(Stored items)
=== Section Start ===

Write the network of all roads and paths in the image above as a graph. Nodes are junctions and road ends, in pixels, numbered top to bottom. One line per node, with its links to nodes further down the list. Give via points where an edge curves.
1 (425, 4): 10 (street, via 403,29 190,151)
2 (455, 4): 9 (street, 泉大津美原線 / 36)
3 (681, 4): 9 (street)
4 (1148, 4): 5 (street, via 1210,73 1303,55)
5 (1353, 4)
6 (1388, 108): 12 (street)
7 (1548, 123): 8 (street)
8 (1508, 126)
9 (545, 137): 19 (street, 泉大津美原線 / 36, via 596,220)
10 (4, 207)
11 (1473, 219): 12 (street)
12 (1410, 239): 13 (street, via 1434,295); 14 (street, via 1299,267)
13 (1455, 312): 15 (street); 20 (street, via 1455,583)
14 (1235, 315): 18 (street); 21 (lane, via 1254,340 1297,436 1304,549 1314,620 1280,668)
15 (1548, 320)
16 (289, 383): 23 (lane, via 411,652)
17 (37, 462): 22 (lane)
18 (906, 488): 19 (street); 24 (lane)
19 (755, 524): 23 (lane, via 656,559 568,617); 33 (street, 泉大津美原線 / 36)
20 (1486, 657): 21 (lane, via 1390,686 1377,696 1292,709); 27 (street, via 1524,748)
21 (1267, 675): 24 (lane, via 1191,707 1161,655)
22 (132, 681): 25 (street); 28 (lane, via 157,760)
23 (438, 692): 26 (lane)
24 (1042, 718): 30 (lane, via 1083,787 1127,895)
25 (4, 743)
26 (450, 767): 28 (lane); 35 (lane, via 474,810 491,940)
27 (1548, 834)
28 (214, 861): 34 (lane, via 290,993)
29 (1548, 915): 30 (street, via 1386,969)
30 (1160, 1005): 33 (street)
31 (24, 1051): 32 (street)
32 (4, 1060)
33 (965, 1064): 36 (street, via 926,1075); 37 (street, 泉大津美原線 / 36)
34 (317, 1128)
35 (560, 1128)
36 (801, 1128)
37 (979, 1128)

=== Section End ===

### DIRECTIONS FOR THIS TASK
Filter the data above, keeping only lines that include the string "泉大津美原線".

### WORKED SOLUTION
2 (455, 4): 9 (street, 泉大津美原線 / 36)
9 (545, 137): 19 (street, 泉大津美原線 / 36, via 596,220)
19 (755, 524): 23 (lane, via 656,559 568,617); 33 (street, 泉大津美原線 / 36)
33 (965, 1064): 36 (street, via 926,1075); 37 (street, 泉大津美原線 / 36)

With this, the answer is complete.